• Activity
Wherever the string "bold" appears in the entries below, return the line that holds it.

• Material provided
———
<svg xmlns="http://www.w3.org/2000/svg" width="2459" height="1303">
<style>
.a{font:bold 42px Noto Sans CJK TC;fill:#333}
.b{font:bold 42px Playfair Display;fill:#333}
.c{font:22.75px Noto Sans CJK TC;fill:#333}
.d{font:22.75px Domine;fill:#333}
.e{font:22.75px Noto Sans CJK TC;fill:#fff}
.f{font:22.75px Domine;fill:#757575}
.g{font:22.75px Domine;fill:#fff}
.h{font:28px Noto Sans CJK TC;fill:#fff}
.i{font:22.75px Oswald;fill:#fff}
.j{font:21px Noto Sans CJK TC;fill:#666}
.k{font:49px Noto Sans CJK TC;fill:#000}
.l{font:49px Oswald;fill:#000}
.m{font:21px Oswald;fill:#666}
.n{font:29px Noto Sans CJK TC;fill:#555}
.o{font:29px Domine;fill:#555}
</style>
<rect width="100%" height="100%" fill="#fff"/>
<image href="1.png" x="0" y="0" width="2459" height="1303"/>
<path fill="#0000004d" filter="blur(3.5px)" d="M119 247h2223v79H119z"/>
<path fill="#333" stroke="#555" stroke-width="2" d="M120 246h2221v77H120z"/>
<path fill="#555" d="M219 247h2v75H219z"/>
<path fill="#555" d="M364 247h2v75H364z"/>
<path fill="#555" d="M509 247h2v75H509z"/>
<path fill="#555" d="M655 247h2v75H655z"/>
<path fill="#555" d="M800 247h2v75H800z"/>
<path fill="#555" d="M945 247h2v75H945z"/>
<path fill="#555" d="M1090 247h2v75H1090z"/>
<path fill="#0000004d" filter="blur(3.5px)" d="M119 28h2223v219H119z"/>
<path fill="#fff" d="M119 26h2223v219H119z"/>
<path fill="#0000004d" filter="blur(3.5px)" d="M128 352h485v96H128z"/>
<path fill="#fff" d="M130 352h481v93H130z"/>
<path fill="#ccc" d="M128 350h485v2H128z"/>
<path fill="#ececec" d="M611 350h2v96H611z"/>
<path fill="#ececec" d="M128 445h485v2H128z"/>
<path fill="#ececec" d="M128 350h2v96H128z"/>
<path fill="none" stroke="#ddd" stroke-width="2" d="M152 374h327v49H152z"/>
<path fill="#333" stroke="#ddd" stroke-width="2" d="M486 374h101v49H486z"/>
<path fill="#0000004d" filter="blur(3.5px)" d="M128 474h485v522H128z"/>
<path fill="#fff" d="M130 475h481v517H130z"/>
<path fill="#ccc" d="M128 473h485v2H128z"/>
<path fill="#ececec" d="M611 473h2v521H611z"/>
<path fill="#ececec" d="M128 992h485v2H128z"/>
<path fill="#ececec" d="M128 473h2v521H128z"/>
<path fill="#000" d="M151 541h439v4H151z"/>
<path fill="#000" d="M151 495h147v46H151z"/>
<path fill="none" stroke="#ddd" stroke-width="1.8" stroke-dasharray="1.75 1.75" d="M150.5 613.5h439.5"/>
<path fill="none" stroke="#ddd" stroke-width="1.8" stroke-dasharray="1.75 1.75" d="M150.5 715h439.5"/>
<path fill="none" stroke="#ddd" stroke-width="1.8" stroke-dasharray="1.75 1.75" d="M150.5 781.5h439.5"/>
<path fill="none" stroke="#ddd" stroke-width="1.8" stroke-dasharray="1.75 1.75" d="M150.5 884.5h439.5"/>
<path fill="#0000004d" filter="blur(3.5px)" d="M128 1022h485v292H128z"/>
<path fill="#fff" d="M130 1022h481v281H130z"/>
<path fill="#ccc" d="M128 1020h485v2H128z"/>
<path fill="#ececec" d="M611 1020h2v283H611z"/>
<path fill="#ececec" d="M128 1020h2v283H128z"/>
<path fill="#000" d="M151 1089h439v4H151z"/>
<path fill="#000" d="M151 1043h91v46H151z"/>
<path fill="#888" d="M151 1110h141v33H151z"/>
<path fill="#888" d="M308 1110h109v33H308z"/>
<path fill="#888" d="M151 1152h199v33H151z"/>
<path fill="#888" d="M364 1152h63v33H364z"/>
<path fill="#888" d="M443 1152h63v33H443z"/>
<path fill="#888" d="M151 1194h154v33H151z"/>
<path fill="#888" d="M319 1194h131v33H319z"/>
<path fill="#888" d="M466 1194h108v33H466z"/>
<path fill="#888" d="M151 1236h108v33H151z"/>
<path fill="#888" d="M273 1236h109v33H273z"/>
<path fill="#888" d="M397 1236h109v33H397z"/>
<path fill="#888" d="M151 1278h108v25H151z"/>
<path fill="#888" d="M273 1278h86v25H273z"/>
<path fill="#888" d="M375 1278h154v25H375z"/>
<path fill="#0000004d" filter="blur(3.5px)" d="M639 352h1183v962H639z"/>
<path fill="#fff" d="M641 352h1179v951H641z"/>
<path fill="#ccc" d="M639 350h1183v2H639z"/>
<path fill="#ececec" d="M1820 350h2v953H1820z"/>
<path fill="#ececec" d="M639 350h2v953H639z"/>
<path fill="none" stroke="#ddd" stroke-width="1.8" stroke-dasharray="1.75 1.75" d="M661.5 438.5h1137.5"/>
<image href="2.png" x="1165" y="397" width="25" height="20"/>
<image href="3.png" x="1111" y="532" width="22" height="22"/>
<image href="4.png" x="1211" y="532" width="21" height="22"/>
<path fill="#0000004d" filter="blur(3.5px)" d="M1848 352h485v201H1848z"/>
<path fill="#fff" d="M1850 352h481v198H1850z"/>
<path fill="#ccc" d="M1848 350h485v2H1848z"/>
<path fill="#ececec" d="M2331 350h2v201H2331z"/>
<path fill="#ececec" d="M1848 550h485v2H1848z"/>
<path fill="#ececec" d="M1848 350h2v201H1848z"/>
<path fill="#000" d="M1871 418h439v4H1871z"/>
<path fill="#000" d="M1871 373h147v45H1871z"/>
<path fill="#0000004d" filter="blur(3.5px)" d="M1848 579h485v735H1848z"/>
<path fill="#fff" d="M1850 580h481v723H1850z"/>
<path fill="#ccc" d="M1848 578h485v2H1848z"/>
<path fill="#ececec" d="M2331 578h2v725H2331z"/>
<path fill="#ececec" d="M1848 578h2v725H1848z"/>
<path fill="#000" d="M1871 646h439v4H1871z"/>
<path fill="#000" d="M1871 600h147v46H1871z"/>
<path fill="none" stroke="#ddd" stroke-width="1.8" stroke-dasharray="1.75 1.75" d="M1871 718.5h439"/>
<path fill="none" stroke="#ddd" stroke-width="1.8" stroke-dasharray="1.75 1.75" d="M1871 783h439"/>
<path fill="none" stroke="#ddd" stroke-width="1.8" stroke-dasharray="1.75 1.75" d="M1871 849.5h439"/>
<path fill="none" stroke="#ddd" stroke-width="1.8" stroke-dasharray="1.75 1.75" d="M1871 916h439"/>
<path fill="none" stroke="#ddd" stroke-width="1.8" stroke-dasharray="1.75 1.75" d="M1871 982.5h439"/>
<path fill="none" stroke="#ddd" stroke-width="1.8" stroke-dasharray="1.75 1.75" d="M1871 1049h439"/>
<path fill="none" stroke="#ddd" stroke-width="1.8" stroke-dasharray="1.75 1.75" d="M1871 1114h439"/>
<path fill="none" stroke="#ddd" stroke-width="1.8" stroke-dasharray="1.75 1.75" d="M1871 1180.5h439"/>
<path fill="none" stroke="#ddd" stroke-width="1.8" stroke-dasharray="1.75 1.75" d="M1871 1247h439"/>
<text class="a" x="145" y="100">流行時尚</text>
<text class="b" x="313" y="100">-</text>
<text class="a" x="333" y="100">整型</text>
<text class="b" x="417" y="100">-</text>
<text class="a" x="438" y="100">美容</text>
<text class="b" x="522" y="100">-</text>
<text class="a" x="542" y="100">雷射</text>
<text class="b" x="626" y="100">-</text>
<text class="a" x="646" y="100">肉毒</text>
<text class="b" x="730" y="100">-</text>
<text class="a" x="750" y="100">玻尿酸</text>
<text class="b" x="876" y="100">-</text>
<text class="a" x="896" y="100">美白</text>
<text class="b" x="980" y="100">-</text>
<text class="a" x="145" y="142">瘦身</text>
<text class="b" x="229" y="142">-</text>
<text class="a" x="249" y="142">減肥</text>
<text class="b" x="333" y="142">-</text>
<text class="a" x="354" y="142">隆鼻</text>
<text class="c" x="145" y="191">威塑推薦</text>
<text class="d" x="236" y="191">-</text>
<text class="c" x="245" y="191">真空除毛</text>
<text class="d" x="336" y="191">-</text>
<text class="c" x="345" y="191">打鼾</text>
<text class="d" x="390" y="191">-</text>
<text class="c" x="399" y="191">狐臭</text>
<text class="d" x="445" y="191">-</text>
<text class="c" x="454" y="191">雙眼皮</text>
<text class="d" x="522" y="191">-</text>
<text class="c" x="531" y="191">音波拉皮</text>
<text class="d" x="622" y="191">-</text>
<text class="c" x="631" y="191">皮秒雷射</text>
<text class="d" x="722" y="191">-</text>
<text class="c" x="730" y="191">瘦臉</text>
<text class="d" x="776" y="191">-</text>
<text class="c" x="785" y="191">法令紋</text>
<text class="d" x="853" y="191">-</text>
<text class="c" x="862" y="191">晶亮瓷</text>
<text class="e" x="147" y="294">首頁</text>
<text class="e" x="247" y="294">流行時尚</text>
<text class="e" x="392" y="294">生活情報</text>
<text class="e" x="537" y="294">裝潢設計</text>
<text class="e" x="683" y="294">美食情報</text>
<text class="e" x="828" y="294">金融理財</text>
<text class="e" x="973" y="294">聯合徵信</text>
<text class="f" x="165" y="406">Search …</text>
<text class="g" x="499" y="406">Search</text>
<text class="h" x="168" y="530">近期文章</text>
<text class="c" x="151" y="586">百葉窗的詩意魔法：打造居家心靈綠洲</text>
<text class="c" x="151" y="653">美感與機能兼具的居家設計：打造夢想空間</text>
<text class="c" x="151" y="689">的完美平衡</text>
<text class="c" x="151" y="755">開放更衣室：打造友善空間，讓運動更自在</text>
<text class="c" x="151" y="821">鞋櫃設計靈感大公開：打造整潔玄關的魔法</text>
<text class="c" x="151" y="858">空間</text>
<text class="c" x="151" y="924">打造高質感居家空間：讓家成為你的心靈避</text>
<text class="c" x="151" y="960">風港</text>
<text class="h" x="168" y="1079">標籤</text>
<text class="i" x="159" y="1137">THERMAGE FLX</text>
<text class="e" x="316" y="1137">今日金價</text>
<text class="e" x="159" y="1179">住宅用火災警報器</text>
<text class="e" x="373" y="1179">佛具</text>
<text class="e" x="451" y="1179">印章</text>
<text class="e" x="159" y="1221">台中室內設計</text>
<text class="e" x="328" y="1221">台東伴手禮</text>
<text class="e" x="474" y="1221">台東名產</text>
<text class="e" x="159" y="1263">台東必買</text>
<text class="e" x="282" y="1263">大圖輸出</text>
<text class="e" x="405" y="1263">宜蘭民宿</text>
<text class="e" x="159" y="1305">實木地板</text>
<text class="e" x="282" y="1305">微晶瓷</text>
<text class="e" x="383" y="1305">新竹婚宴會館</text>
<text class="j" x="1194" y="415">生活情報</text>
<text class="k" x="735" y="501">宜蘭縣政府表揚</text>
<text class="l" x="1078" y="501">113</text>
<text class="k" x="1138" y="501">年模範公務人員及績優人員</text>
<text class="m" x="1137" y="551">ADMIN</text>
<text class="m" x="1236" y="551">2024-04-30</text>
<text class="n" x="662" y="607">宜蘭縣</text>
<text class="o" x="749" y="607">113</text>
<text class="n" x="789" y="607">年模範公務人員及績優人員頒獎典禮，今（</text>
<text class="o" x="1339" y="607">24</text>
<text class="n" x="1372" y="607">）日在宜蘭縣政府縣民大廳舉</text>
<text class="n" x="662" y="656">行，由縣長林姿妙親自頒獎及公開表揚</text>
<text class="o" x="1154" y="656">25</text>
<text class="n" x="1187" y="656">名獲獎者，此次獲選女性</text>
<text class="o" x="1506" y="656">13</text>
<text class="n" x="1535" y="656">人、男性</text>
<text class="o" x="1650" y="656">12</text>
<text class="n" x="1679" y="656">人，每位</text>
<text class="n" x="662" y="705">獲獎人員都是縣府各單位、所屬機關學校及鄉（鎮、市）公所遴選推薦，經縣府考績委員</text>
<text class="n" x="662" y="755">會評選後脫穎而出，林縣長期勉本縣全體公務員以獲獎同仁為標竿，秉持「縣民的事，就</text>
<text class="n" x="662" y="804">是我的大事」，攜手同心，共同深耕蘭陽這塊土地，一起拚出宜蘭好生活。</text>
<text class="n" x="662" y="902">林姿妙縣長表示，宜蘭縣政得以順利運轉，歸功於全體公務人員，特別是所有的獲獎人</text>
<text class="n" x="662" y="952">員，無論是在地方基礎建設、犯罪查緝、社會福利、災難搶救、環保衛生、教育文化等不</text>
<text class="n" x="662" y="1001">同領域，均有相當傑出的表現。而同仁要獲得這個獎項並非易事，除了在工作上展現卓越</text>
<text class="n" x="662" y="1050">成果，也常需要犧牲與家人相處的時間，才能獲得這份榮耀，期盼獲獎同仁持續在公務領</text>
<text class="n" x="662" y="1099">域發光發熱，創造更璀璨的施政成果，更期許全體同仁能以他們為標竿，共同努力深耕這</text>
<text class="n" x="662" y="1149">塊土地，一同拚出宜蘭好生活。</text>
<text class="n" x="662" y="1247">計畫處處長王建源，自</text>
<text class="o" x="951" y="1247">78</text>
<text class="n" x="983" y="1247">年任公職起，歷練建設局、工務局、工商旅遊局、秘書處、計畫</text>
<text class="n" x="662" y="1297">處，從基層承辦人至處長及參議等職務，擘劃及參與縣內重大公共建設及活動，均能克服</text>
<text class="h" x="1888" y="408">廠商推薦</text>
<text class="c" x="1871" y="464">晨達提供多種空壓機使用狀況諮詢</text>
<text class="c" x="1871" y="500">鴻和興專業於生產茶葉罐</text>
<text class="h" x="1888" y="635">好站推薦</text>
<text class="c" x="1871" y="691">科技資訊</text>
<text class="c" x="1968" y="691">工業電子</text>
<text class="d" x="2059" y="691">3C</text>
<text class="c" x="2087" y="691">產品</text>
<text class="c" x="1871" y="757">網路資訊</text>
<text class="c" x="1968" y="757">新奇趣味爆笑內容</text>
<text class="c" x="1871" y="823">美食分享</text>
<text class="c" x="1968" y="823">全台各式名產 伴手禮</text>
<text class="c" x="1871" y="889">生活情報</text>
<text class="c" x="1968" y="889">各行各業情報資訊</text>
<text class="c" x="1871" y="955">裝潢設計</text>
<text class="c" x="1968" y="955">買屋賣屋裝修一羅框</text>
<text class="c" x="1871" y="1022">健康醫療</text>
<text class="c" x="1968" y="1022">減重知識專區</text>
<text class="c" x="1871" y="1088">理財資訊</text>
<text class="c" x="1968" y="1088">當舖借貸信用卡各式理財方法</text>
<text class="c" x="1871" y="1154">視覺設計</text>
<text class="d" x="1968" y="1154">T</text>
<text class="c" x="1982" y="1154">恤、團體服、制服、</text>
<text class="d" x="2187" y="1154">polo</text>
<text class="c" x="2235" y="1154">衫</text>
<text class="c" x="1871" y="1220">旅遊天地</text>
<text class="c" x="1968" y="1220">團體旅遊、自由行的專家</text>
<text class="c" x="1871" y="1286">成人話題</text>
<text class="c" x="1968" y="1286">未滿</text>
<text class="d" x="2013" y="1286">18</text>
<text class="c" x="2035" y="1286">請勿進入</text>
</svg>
———
• Solved exercise
.a{font:bold 42px Noto Sans CJK TC;fill:#333}
.b{font:bold 42px Playfair Display;fill:#333}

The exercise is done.